Emotional day as life saving Donegal amy drug approved

A LETTERKENNY family who have been campaigning for a life saving drug for Amyloidosis patients to be made available in Ireland after losing two relatives to the hereditary condition have said it was a bittersweet moment when they got the news that the HSE has given the treatment the green light. 
Sisters Evelyn Cunningham and Bernie Cannon lost their mother Evelyn on June 3, 2017 aged 62, just eight weeks after their great-aunt Martha McGuinness also passed away from the horrific disease.
Amyloidosis is caused by the build up of an abnormal protein in the body’s tissues and organs.
It causes heart failure and nerve damage leading to paralysis, incontinence and wasting and it severely impairs virtually all aspects of daily living.
A drug called Patisiran is used as a gene silencer and for lowering the levels of the toxic protein that attacks the organs in the UK and in the North, however up until now it has not been available in the Republic.
Speaking to the Donegal News this week Evelyn said she was stunned when they got the news last Friday that the drug is being made available to patients.
“I was delighted. I thought we had a long battle ahead of us and I was very emotional.
“It was bittersweet. The first thing we did was look over at the photo of mum in the kitchen. I know she would be delighted for the rest of us.”
The family were left traumatised after the long battle fought by their mother who was only diagnosed with Amyloidosis a month before her death.
Doctors struggled to diagnose the condition which led the sisters to start an awareness campaign calling on GPs, cardiologists and neurologists to educate themselves about the symptoms such as carpal tunnel syndrome, weakness in the limbs, and an enlarged heart so they know what to look out for as early diagnosis is key.

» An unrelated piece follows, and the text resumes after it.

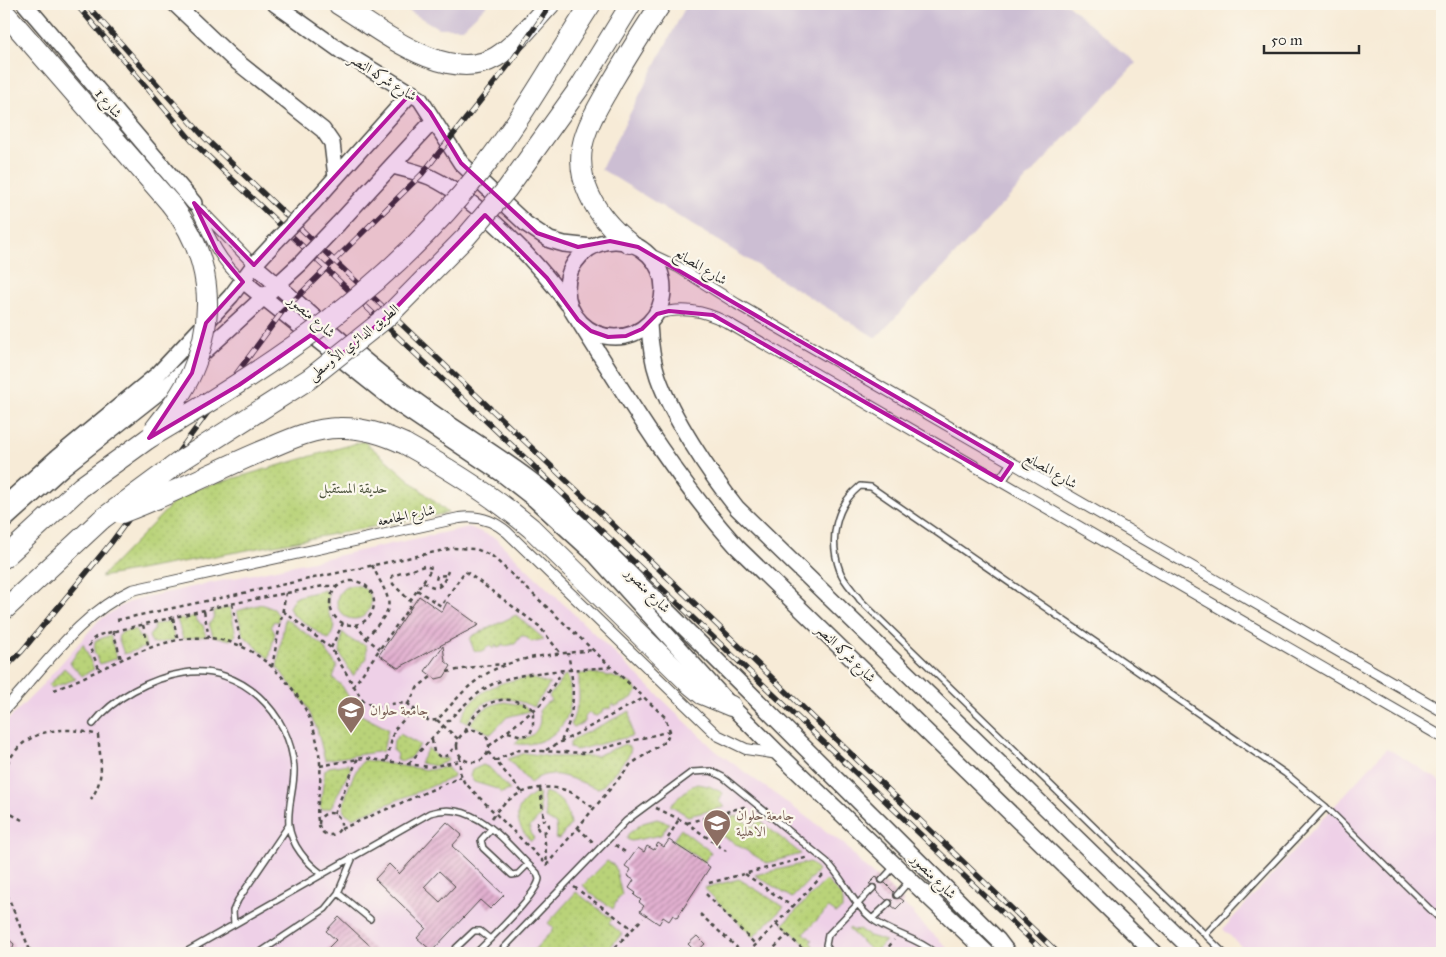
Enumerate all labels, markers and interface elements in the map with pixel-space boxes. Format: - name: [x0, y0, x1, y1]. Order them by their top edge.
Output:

Evelyn said the availability of Patisiran now gives people hope as there was no treatment up until now.
“If you were lucky enough to be diagnosed it was a death sentence because there was no treatment available,” she said.
Because so few people had heard of the disease the family found it a very lonely experience because they had no one to turn to for information and support.
On the back of this they helped to form an online support group on Facebook called ATTR Amyloidosis Ireland Support Group which now has 300 members, some from as far away as Australia and the US.
“Ever since the news broke more people have got in contact because now people think at least there is a point in trying to get help,” said Evelyn.
“People had this impression that there was no point in  looking for help because there really was no available treatment. It can be quite depressing if the gene is in the family and people don’t want to talk about it.”
It is hoped that more people will reach out to the support group and will begin to talk about Amyloidosis now that there is treatment available.
Evelyn said their next task is to find out about the process involved in accessing the drug from the HSE and how long this will take.
She said they have patients in the support group that are in dire need of treatment so it is important it comes on stream quickly.
The good news about Patisiran came from the HSE’s Chief Clinical Officer, Colm Henry’s office following a meeting with Donegal Action for Cancer Care (DACC).
Welcoming the announcement, DACC Chair, Betty Holmes said they began to advocate for the drug after being contacted by Amyloidosis patient, Rosaline Callaghan from Burt, in April 2020.
“DACC are writing to ensure that a timeframe is put in place to ensure that there are no further delays in Amyloidosis patients receiving their Patisiran when they need it,” said Ms Holmes.
“With so little knowledge and information available of this terrible disease it vitally important that there would now be an awareness raising campaign.”